● **HOW TO COMPLETE THIS TASK**: Every line below should be set down exactly as it appears.

--- EXERCISE DATA ---

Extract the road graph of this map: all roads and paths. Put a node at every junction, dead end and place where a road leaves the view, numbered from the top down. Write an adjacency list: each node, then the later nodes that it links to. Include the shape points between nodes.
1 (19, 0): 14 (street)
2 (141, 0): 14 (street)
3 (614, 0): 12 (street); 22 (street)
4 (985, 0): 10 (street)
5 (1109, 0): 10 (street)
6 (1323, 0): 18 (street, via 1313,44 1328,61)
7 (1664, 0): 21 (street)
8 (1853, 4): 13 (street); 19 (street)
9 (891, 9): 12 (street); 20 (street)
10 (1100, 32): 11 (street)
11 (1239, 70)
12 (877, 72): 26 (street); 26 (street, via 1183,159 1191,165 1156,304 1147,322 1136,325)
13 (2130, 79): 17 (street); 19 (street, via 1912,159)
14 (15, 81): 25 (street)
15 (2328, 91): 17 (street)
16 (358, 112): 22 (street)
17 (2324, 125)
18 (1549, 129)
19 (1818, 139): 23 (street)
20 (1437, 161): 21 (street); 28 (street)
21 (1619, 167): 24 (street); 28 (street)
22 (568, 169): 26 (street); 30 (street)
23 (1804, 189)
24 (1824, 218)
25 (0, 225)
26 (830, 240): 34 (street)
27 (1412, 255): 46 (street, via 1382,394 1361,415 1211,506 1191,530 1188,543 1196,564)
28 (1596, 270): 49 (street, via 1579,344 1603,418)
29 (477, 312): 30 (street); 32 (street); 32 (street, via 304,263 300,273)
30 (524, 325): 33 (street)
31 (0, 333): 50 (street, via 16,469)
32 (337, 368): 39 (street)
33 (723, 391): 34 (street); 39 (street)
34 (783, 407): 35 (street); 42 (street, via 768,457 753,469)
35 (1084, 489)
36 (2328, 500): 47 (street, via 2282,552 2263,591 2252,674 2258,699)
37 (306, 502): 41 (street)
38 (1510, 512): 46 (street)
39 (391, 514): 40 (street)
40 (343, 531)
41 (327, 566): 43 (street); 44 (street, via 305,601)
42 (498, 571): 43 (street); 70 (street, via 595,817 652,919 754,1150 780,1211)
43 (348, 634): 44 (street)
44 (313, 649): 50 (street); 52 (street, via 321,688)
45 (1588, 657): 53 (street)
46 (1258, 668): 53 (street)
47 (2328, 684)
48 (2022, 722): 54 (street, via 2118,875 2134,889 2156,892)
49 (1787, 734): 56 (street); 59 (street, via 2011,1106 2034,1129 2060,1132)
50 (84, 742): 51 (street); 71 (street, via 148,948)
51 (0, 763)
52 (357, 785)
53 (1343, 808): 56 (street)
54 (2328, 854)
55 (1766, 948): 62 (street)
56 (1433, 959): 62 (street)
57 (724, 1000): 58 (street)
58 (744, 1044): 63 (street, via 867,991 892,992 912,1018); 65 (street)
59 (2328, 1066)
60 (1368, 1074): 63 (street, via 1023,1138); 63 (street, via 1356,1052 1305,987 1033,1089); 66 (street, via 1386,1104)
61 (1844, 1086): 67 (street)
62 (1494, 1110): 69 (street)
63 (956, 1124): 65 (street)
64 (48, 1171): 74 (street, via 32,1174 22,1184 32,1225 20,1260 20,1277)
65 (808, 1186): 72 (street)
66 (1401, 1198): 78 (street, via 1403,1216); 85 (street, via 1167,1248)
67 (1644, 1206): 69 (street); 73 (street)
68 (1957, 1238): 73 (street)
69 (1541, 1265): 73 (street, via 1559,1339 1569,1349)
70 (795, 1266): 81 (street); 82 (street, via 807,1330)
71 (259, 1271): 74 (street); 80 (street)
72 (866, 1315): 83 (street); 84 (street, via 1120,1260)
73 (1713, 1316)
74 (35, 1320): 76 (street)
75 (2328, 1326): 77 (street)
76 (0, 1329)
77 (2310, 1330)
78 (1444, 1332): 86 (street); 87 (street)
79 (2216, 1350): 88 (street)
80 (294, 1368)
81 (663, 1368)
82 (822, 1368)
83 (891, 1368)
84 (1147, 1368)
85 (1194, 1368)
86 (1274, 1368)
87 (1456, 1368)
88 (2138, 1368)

---

● **RESPONSE TO THE EXERCISE**:
Extract the road graph of this map: all roads and paths. Put a node at every junction, dead end and place where a road leaves the view, numbered from the top down. Write an adjacency list: each node, then the later nodes that it links to. Include the shape points between nodes.
1 (19, 0): 14 (street)
2 (141, 0): 14 (street)
3 (614, 0): 12 (street); 22 (street)
4 (985, 0): 10 (street)
5 (1109, 0): 10 (street)
6 (1323, 0): 18 (street, via 1313,44 1328,61)
7 (1664, 0): 21 (street)
8 (1853, 4): 13 (street); 19 (street)
9 (891, 9): 12 (street); 20 (street)
10 (1100, 32): 11 (street)
11 (1239, 70)
12 (877, 72): 26 (street); 26 (street, via 1183,159 1191,165 1156,304 1147,322 1136,325)
13 (2130, 79): 17 (street); 19 (street, via 1912,159)
14 (15, 81): 25 (street)
15 (2328, 91): 17 (street)
16 (358, 112): 22 (street)
17 (2324, 125)
18 (1549, 129)
19 (1818, 139): 23 (street)
20 (1437, 161): 21 (street); 28 (street)
21 (1619, 167): 24 (street); 28 (street)
22 (568, 169): 26 (street); 30 (street)
23 (1804, 189)
24 (1824, 218)
25 (0, 225)
26 (830, 240): 34 (street)
27 (1412, 255): 46 (street, via 1382,394 1361,415 1211,506 1191,530 1188,543 1196,564)
28 (1596, 270): 49 (street, via 1579,344 1603,418)
29 (477, 312): 30 (street); 32 (street); 32 (street, via 304,263 300,273)
30 (524, 325): 33 (street)
31 (0, 333): 50 (street, via 16,469)
32 (337, 368): 39 (street)
33 (723, 391): 34 (street); 39 (street)
34 (783, 407): 35 (street); 42 (street, via 768,457 753,469)
35 (1084, 489)
36 (2328, 500): 47 (street, via 2282,552 2263,591 2252,674 2258,699)
37 (306, 502): 41 (street)
38 (1510, 512): 46 (street)
39 (391, 514): 40 (street)
40 (343, 531)
41 (327, 566): 43 (street); 44 (street, via 305,601)
42 (498, 571): 43 (street); 70 (street, via 595,817 652,919 754,1150 780,1211)
43 (348, 634): 44 (street)
44 (313, 649): 50 (street); 52 (street, via 321,688)
45 (1588, 657): 53 (street)
46 (1258, 668): 53 (street)
47 (2328, 684)
48 (2022, 722): 54 (street, via 2118,875 2134,889 2156,892)
49 (1787, 734): 56 (street); 59 (street, via 2011,1106 2034,1129 2060,1132)
50 (84, 742): 51 (street); 71 (street, via 148,948)
51 (0, 763)
52 (357, 785)
53 (1343, 808): 56 (street)
54 (2328, 854)
55 (1766, 948): 62 (street)
56 (1433, 959): 62 (street)
57 (724, 1000): 58 (street)
58 (744, 1044): 63 (street, via 867,991 892,992 912,1018); 65 (street)
59 (2328, 1066)
60 (1368, 1074): 63 (street, via 1023,1138); 63 (street, via 1356,1052 1305,987 1033,1089); 66 (street, via 1386,1104)
61 (1844, 1086): 67 (street)
62 (1494, 1110): 69 (street)
63 (956, 1124): 65 (street)
64 (48, 1171): 74 (street, via 32,1174 22,1184 32,1225 20,1260 20,1277)
65 (808, 1186): 72 (street)
66 (1401, 1198): 78 (street, via 1403,1216); 85 (street, via 1167,1248)
67 (1644, 1206): 69 (street); 73 (street)
68 (1957, 1238): 73 (street)
69 (1541, 1265): 73 (street, via 1559,1339 1569,1349)
70 (795, 1266): 81 (street); 82 (street, via 807,1330)
71 (259, 1271): 74 (street); 80 (street)
72 (866, 1315): 83 (street); 84 (street, via 1120,1260)
73 (1713, 1316)
74 (35, 1320): 76 (street)
75 (2328, 1326): 77 (street)
76 (0, 1329)
77 (2310, 1330)
78 (1444, 1332): 86 (street); 87 (street)
79 (2216, 1350): 88 (street)
80 (294, 1368)
81 (663, 1368)
82 (822, 1368)
83 (891, 1368)
84 (1147, 1368)
85 (1194, 1368)
86 (1274, 1368)
87 (1456, 1368)
88 (2138, 1368)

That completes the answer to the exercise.